The Epic of Gilgamesh c.2100–1200 BC by Anonymous via Babylon

The ùĝ saĝ gíg-ga literally meaning “the black-headed people” are credited with the first significant intellectual civilisation of among their many achievements the invention of abstract writing (that is a symbol need not resemble its meaning if one denotes the symbol as it meaning) being the most significant and as profound as the milestone of language. From this point on the recording of data and building/developing on past ideas becomes much much more intuitive. The ùĝ saĝ gíg-ga people built a civilisation and inhabited it permanently. Thus are not nomadic do not operate by following seasonal wealth instead terra-forming and fashioning the environment with buildings and other facilities. They are also not restricted to existing within the framework of a deity, that is they can form functional reasoning based on abstract concepts and or truth.

The Epic of Gilgamesh, an epic poem from Mesopotamia, is amongst the earliest surviving works of literature. The literary history of Gilgamesh begins with five independent Sumerian poems about Gilgamesh, king of Uruk. It seems that four of these were used as source material for a combined epic in Akkadian. This first, “Old Babylonian” version of the epic dates to the 18th century BC and is titled Shūtur eli sharrī (“Surpassing All Other Kings”). Only a few fragments of it survive. The later, Standard Babylonian version dates from the 13th to the tenth centuries and bears the title Sha naqba īmuru (“He who Saw the Deep”). Fragments of approximately two thirds of this longer, 12 tablet version have been recovered. Some of the best copies were discovered in the library ruins of the 7th-century BC Assyrian king Ashurbanipal.

The story centers on a friendship between Gilgamesh and Enkidu. Enkidu is a wild man created by the gods as Gilgamesh's equal to distract him from oppressing the people of Uruk. Together, they journey to the Cedar Mountain to defeat Humbaba, its monstrous guardian. Later they kill the Bull of Heaven, which the goddess Ishtar sends to punish Gilgamesh for spurning her advances. As a punishment for these actions, the gods sentence Enkidu to death.

The later half of the epic focuses on Gilgamesh's distress at Enkidu's death, and his quest for immortality. In order to learn the secret of eternal life, Gilgamesh undertakes a long and perilous journey to find the immortal flood hero, Utnapishtim. He learns that “The life that you are seeking you will never find. When the gods created man they allotted to him death, but life they retained in their own keeping.” His fame however lived on after his death, because of his great building projects, and his account of what Utnapishtim told him happened during the flood. His story has been translated into many different languages, and he has become an icon of popular culture.
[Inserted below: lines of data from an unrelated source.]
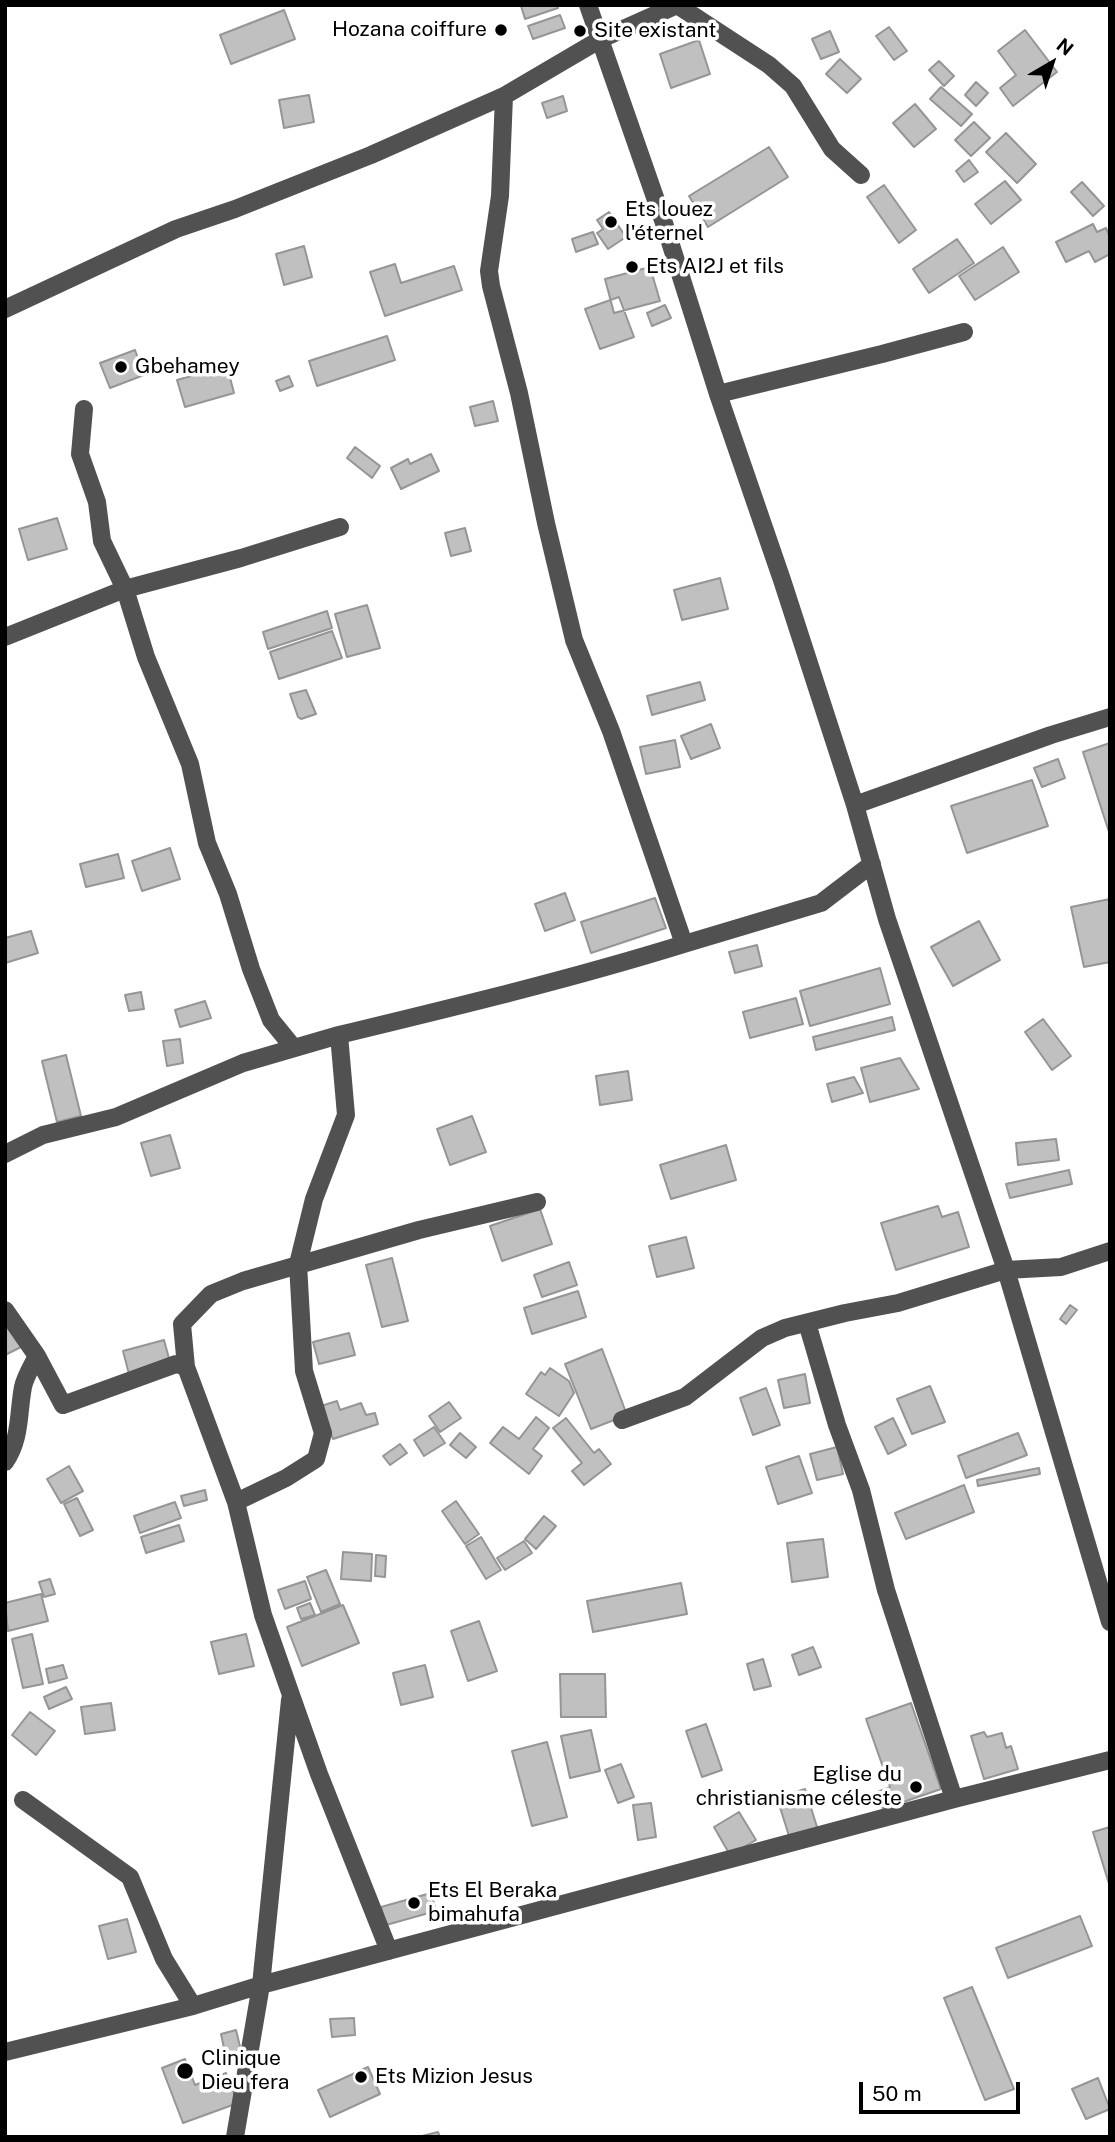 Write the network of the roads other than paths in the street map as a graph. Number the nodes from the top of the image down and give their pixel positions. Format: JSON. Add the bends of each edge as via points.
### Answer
{"nodes":[{"id":1,"x":588,"y":5,"type":"edge"},
{"id":2,"x":677,"y":5,"type":"edge"},
{"id":3,"x":601,"y":39,"type":"junction"},
{"id":4,"x":503,"y":96,"type":"junction"},
{"id":5,"x":861,"y":175,"type":"dead end"},
{"id":6,"x":5,"y":309,"type":"edge"},
{"id":7,"x":964,"y":332,"type":"dead end"},
{"id":8,"x":718,"y":394,"type":"junction"},
{"id":9,"x":84,"y":409,"type":"dead end"},
{"id":10,"x":340,"y":527,"type":"dead end"},
{"id":11,"x":125,"y":589,"type":"junction"},
{"id":12,"x":5,"y":637,"type":"edge"},
{"id":13,"x":1110,"y":717,"type":"edge"},
{"id":14,"x":855,"y":805,"type":"junction"},
{"id":15,"x":872,"y":864,"type":"junction"},
{"id":16,"x":684,"y":944,"type":"junction"},
{"id":17,"x":340,"y":1035,"type":"junction"},
{"id":18,"x":293,"y":1047,"type":"junction"},
{"id":19,"x":5,"y":1154,"type":"edge"},
{"id":20,"x":537,"y":1202,"type":"dead end"},
{"id":21,"x":1110,"y":1251,"type":"edge"},
{"id":22,"x":298,"y":1264,"type":"junction"},
{"id":23,"x":1006,"y":1270,"type":"junction"},
{"id":24,"x":5,"y":1310,"type":"edge"},
{"id":25,"x":807,"y":1322,"type":"junction"},
{"id":26,"x":37,"y":1356,"type":"junction"},
{"id":27,"x":186,"y":1367,"type":"junction"},
{"id":28,"x":622,"y":1420,"type":"dead end"},
{"id":29,"x":5,"y":1461,"type":"edge"},
{"id":30,"x":236,"y":1502,"type":"junction"},
{"id":31,"x":1110,"y":1622,"type":"edge"},
{"id":32,"x":290,"y":1695,"type":"junction"},
{"id":33,"x":1110,"y":1760,"type":"edge"},
{"id":34,"x":954,"y":1799,"type":"junction"},
{"id":35,"x":23,"y":1800,"type":"dead end"},
{"id":36,"x":389,"y":1951,"type":"junction"},
{"id":37,"x":261,"y":1985,"type":"junction"},
{"id":38,"x":193,"y":2006,"type":"junction"},
{"id":39,"x":5,"y":2052,"type":"edge"},
{"id":40,"x":234,"y":2137,"type":"edge"}],
"edges":[{"from":1,"to":3,"type":"street"},
{"from":2,"to":3,"type":"street"},
{"from":2,"to":5,"type":"street","via":[[793,86],[832,149]]},
{"from":3,"to":4,"type":"street"},
{"from":3,"to":8,"type":"street"},
{"from":4,"to":6,"type":"street","via":[[371,155],[176,229]]},
{"from":4,"to":16,"type":"street","via":[[491,286],[575,640]]},
{"from":7,"to":8,"type":"street"},
{"from":8,"to":14,"type":"street"},
{"from":9,"to":11,"type":"street","via":[[80,454],[97,502],[102,541]]},
{"from":10,"to":11,"type":"street"},
{"from":11,"to":12,"type":"street"},
{"from":11,"to":18,"type":"street","via":[[146,657],[190,764],[207,843],[251,969],[271,1020]]},
{"from":13,"to":14,"type":"street"},
{"from":14,"to":15,"type":"street"},
{"from":15,"to":16,"type":"street","via":[[821,902]]},
{"from":15,"to":23,"type":"street"},
{"from":16,"to":17,"type":"street"},
{"from":17,"to":18,"type":"street"},
{"from":17,"to":22,"type":"street","via":[[346,1115],[314,1199]]},
{"from":18,"to":19,"type":"street","via":[[116,1116],[43,1135]]},
{"from":20,"to":22,"type":"street"},
{"from":21,"to":23,"type":"street","via":[[1061,1267]]},
{"from":22,"to":27,"type":"street","via":[[211,1294],[182,1324]]},
{"from":22,"to":30,"type":"street","via":[[304,1371],[323,1433],[320,1446],[316,1459]]},
{"from":23,"to":25,"type":"street","via":[[898,1303]]},
{"from":23,"to":31,"type":"street"},
{"from":24,"to":26,"type":"street"},
{"from":25,"to":28,"type":"street","via":[[762,1338],[685,1397]]},
{"from":25,"to":34,"type":"street"},
{"from":26,"to":27,"type":"street","via":[[62,1405],[176,1364]]},
{"from":26,"to":29,"type":"street","via":[[24,1384],[19,1427]]},
{"from":27,"to":30,"type":"street"},
{"from":30,"to":32,"type":"street","via":[[263,1615]]},
{"from":32,"to":36,"type":"street"},
{"from":32,"to":37,"type":"street"},
{"from":33,"to":34,"type":"street"},
{"from":34,"to":36,"type":"street"},
{"from":35,"to":38,"type":"street","via":[[130,1877],[164,1959]]},
{"from":36,"to":37,"type":"street"},
{"from":37,"to":38,"type":"street"},
{"from":37,"to":40,"type":"street"},
{"from":38,"to":39,"type":"street"}]} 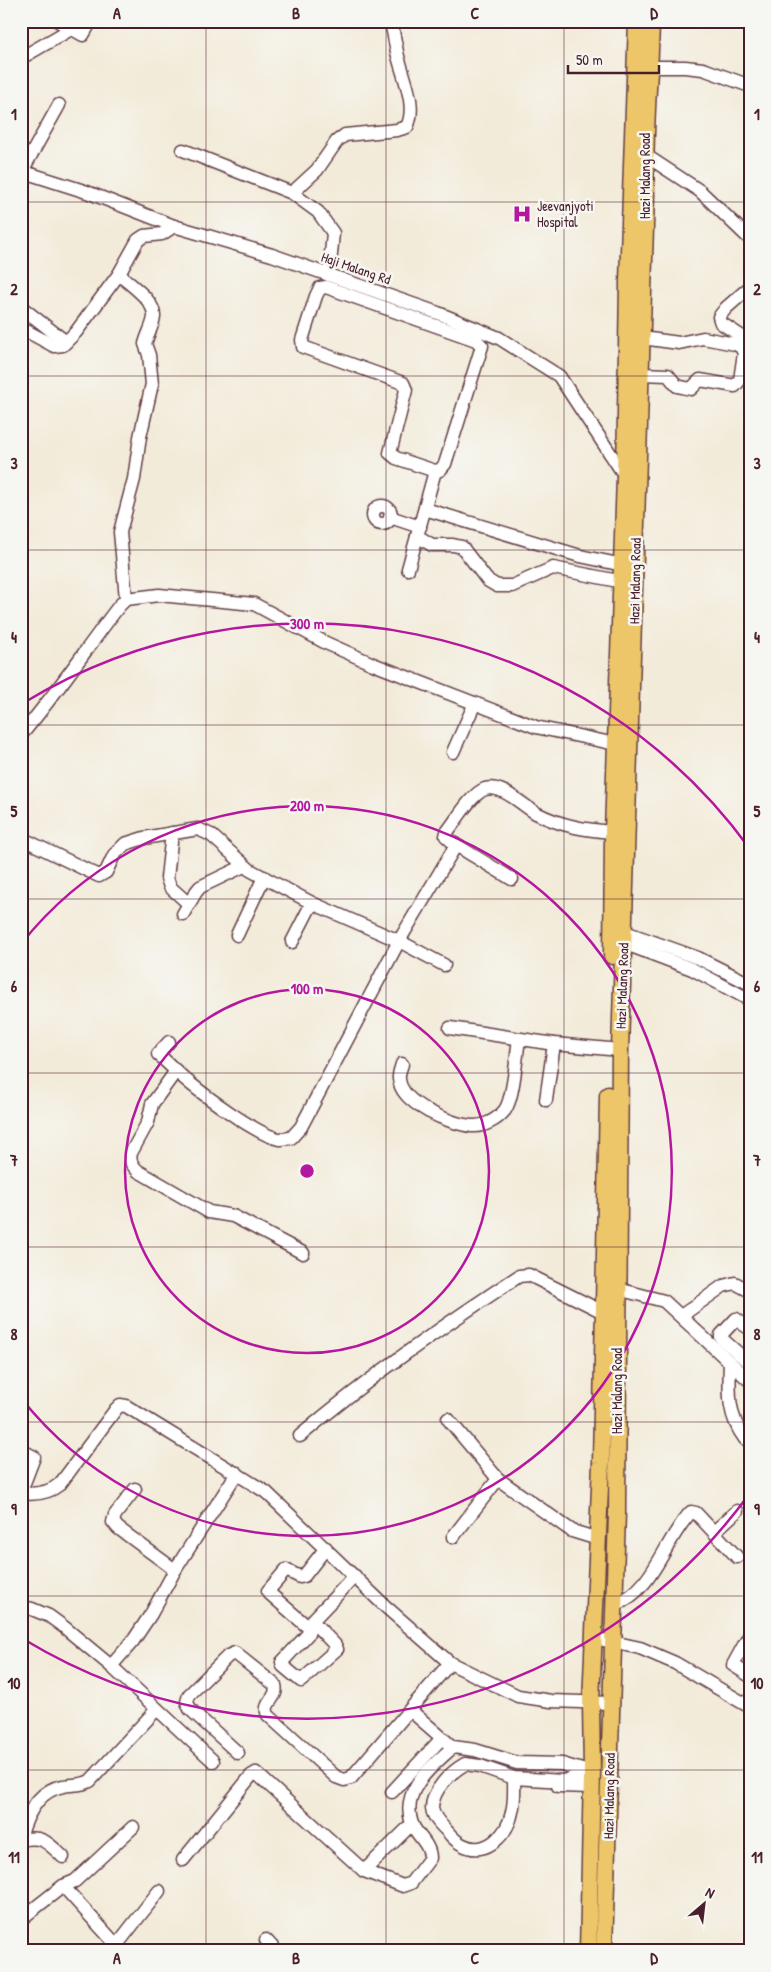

Beowulf c.700 AD by Anonymous via England

Old English heroic epic poem consisting of 3182 alliterative long lines, set in Scandinavia, commonly cited as one of the most important works of Anglo-Saxon literature. It survives in a single manuscript known as the Nowell Codex. In the poem, Beowulf, a hero of the Geats in Scandinavia, comes to the help of Hroðgar, the king of the Danes, whose mead hall (Heorot) has been under attack by a being known as Grendel. After Beowulf slays him, Grendel's mother attacks the hall and is then also defeated. Victorious, Beowulf goes home to Geatland in Sweden and later becomes king of the Geats. After a period of fifty years has passed, Beowulf defeats a dragon, but is fatally wounded in the battle. After his death, his attendants bury him in a tumulus in Geatland.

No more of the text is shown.